Febbraio nero, ma non solo. Nel testa a testa con la Juventus l’obbligo è il “ritorno alle origini”

Un Cannibale da scalzare al termine di un’estenuante scalata, una corazzata da affondare rispondendo colpo su colpo. Gli appellativi per la Juventus capolista si sprecano, un avversario reduce da un percorso mastodontico, strabiliante, aggettivi forse insufficienti a descrivere una rincorsa, quella bianconera, scandita da 17 vittorie nelle ultime 18 gare, tutte da imbattuta. Una diretta concorrente che incute timore al solo decifrarne l’approccio alla gara, la gestione della partita, tanta la disinvoltura con cui è solita piegare i propri avversari. L’imperativo, però, è crederci, il patron Aurelio De Laurentiis l’ha ribadito, Maurizio Sarri l’ha appena sussurrato, più volte tra il serio e il faceto, fino a rievocare una storia di sport mutata in leggenda. Quella di Thévenet, capace nel 1975 di strappare a Merckx – il Cannibale, proprio lui – l’egemonia al Tour de France. Un obbligo che attinge a piene mani nella realtà, il Napoli per la prima volta dopo oltre un quarto di secolo è lassù dove osano le aquile, a tre punti dalla testa, respirando l’inebriante essenza della vetta. Vicina, accarezzata in due occasioni, spalancando palpebre e membra ad un sogno ad occhi aperti.
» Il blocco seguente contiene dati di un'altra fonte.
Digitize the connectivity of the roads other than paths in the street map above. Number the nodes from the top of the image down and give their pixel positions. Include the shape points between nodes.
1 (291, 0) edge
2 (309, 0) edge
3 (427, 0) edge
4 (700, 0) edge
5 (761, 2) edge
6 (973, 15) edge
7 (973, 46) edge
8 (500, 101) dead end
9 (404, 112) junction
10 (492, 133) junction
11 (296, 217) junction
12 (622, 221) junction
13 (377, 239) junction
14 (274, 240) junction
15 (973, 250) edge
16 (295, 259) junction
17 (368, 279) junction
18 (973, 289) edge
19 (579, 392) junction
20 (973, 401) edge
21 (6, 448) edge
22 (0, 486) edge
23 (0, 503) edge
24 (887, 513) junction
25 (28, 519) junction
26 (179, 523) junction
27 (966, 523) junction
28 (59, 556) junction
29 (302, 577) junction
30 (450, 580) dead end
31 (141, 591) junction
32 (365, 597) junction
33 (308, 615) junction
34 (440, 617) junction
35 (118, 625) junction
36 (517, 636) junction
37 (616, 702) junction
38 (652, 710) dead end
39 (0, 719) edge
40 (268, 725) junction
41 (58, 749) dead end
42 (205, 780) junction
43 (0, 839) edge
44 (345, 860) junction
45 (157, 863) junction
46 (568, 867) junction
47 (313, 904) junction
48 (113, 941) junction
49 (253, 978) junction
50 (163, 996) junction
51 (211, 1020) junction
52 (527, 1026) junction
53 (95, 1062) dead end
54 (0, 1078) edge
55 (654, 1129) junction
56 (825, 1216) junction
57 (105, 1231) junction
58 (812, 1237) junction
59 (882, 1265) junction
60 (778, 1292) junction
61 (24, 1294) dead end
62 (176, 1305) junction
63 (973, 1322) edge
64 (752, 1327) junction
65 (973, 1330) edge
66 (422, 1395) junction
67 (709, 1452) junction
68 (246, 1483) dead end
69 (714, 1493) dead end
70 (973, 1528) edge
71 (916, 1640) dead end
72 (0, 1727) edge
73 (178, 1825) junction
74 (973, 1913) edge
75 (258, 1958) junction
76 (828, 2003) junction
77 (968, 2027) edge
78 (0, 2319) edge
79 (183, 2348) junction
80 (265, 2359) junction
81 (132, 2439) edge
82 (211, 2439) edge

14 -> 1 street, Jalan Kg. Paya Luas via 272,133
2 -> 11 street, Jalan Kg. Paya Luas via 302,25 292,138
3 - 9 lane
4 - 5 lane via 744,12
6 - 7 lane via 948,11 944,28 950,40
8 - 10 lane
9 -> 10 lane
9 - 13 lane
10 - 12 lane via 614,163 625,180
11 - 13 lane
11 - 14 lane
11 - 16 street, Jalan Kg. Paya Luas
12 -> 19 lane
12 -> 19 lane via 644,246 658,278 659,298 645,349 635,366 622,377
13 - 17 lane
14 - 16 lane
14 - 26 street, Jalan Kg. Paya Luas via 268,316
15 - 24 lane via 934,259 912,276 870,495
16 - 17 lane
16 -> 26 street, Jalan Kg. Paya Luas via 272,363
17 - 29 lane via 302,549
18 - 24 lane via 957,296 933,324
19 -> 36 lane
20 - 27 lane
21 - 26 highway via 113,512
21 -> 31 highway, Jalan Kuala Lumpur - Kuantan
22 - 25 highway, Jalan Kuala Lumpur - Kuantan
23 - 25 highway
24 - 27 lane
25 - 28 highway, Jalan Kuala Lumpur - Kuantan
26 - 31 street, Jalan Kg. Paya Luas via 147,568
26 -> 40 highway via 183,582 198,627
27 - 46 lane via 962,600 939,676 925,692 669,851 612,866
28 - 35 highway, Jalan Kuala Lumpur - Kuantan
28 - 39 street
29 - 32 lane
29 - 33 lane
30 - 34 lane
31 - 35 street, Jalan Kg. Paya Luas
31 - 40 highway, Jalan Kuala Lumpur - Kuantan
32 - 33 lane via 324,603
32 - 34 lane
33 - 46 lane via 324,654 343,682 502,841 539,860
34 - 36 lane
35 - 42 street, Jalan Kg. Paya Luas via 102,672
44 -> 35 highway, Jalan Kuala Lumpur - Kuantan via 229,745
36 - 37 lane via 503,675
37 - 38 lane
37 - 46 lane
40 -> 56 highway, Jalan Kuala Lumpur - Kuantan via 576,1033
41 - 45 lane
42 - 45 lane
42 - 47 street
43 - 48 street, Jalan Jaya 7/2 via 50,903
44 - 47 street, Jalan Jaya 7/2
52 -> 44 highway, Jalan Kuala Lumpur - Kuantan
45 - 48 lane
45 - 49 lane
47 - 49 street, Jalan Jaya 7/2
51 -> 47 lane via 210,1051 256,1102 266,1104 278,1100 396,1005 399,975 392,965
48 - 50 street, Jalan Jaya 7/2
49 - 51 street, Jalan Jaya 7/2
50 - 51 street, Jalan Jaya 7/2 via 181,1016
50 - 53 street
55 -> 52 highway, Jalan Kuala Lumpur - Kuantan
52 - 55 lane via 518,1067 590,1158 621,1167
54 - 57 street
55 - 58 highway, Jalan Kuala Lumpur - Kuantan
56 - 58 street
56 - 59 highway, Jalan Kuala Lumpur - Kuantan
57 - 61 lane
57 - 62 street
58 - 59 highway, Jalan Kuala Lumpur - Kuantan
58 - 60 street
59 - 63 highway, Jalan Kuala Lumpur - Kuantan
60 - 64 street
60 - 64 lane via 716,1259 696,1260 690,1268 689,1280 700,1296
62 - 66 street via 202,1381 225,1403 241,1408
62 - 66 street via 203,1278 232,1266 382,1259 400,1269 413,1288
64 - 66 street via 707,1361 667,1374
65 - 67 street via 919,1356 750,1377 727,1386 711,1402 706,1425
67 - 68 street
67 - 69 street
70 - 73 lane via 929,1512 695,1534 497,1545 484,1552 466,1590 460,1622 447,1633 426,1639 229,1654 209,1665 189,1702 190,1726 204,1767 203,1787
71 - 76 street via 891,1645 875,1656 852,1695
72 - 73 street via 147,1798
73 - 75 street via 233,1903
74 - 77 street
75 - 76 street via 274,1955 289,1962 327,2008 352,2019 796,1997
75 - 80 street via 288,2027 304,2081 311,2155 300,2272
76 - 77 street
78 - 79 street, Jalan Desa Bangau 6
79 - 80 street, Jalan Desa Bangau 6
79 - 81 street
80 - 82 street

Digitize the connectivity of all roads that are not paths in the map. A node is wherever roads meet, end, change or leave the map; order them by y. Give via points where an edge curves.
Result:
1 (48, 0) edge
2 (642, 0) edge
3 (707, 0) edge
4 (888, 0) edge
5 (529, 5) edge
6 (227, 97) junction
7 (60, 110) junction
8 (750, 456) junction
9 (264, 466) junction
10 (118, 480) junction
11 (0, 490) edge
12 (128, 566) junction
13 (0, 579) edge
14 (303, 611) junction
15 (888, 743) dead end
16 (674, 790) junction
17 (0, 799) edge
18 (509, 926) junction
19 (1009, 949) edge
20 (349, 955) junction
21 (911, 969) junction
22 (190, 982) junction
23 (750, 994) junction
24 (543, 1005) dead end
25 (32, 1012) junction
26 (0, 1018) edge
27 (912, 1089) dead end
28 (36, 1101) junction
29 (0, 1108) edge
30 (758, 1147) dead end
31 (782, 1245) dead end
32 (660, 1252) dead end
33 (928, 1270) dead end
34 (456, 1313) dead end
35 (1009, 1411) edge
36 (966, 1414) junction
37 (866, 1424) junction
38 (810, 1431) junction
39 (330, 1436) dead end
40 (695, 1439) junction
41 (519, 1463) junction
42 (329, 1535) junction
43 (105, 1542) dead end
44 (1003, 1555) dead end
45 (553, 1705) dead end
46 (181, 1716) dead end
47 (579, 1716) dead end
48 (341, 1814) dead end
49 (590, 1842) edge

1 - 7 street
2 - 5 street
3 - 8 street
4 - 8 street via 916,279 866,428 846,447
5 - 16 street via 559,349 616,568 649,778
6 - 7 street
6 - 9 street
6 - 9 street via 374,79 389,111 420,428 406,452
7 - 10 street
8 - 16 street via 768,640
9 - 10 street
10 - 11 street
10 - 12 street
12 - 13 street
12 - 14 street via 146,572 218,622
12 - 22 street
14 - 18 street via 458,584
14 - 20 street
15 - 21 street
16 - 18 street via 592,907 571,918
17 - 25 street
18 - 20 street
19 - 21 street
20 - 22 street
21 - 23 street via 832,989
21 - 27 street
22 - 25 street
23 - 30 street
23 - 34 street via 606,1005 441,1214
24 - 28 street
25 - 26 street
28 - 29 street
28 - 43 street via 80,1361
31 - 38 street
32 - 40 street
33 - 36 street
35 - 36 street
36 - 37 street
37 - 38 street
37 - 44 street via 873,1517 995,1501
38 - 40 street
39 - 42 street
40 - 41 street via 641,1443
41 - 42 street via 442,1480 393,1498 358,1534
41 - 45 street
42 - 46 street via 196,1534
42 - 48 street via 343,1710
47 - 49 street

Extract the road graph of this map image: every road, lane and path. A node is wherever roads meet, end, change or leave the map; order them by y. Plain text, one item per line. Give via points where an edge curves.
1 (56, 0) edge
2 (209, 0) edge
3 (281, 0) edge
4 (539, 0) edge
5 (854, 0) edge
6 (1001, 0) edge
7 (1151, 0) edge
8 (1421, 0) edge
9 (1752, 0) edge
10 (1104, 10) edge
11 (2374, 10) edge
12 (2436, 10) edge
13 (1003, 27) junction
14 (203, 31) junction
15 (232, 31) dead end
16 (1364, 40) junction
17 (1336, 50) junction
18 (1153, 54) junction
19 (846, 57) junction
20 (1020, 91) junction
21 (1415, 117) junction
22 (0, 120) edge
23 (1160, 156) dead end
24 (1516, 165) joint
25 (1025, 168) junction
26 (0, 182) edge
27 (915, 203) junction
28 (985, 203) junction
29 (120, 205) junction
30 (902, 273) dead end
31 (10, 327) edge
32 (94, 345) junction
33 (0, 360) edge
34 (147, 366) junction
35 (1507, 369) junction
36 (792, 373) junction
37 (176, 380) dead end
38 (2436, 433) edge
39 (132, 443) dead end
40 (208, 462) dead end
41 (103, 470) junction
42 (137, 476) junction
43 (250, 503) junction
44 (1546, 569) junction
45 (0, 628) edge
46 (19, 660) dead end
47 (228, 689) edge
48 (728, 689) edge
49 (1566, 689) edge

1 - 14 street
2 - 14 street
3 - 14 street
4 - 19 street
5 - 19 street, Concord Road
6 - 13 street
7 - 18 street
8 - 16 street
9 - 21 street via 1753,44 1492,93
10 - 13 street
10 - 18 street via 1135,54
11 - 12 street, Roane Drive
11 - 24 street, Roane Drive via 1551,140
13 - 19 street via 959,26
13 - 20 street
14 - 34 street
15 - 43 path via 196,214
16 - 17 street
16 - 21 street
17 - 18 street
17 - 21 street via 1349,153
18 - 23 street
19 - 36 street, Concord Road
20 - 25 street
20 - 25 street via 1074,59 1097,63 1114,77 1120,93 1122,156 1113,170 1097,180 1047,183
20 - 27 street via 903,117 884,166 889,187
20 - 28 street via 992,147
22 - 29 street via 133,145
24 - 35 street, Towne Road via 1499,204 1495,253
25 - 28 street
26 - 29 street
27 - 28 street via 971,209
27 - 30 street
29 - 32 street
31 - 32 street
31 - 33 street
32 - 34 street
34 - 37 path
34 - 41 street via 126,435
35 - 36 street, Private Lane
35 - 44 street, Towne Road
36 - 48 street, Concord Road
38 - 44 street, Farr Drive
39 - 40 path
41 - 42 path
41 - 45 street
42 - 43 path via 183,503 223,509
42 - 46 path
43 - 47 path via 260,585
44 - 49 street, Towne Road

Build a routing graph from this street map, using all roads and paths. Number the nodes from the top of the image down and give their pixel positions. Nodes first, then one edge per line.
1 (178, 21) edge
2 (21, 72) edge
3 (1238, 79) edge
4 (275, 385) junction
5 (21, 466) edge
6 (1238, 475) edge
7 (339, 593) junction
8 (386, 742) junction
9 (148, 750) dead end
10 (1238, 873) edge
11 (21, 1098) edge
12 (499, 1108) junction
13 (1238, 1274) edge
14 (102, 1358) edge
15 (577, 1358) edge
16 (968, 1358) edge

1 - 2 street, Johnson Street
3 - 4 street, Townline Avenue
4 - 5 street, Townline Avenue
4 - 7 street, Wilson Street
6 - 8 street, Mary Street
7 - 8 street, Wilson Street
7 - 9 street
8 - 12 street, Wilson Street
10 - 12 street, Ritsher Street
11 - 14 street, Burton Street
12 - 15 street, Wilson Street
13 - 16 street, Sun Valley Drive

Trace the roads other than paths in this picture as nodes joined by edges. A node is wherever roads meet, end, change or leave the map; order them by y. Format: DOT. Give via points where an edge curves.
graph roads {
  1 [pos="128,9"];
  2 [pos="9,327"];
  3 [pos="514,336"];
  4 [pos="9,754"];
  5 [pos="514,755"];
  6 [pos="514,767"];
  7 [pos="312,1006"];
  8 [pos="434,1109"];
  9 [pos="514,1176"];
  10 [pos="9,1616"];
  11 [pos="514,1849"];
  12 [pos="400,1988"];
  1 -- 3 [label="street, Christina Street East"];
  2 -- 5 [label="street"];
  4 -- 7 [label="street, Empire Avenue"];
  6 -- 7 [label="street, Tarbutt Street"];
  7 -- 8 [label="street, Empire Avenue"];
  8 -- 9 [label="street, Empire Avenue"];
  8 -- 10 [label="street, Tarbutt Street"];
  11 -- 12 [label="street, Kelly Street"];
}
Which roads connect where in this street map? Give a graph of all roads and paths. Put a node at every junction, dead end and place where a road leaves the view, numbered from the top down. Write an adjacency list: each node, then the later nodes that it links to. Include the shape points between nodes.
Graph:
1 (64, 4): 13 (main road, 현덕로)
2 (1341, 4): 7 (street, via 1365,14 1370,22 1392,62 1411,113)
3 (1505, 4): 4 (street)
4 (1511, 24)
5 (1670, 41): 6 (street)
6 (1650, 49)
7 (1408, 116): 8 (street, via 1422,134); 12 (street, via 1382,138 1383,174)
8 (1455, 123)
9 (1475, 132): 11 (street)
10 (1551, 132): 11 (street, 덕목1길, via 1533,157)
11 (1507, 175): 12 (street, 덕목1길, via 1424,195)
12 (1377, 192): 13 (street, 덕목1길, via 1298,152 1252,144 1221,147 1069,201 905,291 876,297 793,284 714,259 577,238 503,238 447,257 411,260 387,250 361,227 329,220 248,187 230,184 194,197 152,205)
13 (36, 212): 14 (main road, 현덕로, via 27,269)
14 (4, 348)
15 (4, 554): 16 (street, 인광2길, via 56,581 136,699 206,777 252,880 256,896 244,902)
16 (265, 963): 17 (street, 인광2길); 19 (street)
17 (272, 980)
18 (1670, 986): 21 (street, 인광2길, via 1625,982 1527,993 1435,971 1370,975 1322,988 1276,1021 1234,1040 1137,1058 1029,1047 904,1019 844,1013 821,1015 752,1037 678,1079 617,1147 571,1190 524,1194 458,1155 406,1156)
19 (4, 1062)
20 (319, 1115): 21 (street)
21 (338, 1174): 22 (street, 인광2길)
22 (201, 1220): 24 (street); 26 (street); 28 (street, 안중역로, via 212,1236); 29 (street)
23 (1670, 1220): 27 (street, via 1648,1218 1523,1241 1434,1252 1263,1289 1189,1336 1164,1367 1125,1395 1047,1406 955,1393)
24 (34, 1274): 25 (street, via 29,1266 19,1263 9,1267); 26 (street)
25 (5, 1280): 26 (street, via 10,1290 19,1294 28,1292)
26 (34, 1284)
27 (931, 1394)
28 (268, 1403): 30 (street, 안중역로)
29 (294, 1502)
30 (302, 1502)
L’inversione. Il miglior Napoli per credere nell’impresa. Una necessità nelle ultime dieci gare che vedono il gruppo di Allegri forte di un calendario leggermente più agevole. Accantonati, dal campo, i discorsi su brillantezza e potenza di fuoco del reparto avanzato, la lente d’ingrandimento si sposta sul fattore che per ampi frangenti di quest’annata ha rimarcato un quid in più, il fiore all’occhiello nell’idea dell’allanatore partenopeo: la solidità difensiva. Il calcio frizzante, arioso, spumeggiante, il dinamismo in mediana e la prepotenza dell’attacco partenopeo hanno rappresentato solo uno degli aspetti impressi dalla rivoluzione silenziosa di Sarri in riva al Golfo. L’altra, splendente, faccia della medaglia stava in una difesa ermetica, blindata, in grado di contagiare con un senso di compatezza totalizzante. Intere gare in cui il Napoli non solo dominava, ma non destava mai la minima impressione di poter essere scalfito dalle folate avversarie. Tutto espresso nei numeri: dalla gara contro la Lazio – insieme alla sfida contro il Brugge il vero spartiacque dell’annata azzurra – fino alla vittoria sul Torino i dati dal fronte recitavano un bottino di sole 8 reti in 15 partite al passivo, un goal subito ogni due gare, compreso il tracollo del Dall’Ara a sporcare la media. Dalla trasferta del Matusa, con annesso titolo platonico di Campioni d’inverno, fino ai 3, corroboranti, punti contro il Chievo l’inversione di tendenza: 9 reti subite in sole 10 gare, quasi un goal a partita. Numeri con i quali è complesso tenere il passo di una Juventus dove Buffon corre a grandi passi verso il record d’imbattibilità in Serie A.

Reina Higuain napoli inter
Higuain e Reina, i due leader

Il miglior Pepe. Dati che trovano il proprio fulcro in un febbraio logorante e da dimenticare, spesso condizionato da episodi e malasorte. Ma restano il responso di due mesi in cui lo smalto e l’impermeabilità della fase passiva partenopea ha mostrato qualche crepa in un impianto che incantava, per armonia ed efficacia smagliante. In qualche occasione è anche mancato – e non è lesa maestà appuntarlo – anche il miglior Reina. Sulla rete di Bonaventura come su quella di Rigoni, ed in una serie di occasioni che meno sono balzate all’occhio contro in clivensi, il classe ’82 di Cordoba non è apparso al suo meglio. Così come in principio sul goal di Eder in occasione del poker a domicilio della Sampdoria a fine gennaio, con tanto di meraviglioso tweet in risposta ad un tifoso. Nessuna topica, spesso per nulla aiutato da errori individuali dei propri compagni, ma casi che fanno il paio con la punizione di Denis Suarez, decisiva ai fini della qualificazione, forte e potente ma centrale, parabile per un Reina capace di esprimere tutto sé stesso. Tutto già agli atti, ampiamente attestato in stagione con prestazioni da applausi a scena aperta. Un Napoli al 100%, ritrovando la compattezza a tratti smarrita, guidato dal proprio lìder maximo tra i pali al massimo del suo splendore. Ad Higuain e compagni il resto, la ricetta per il rush finale è servita.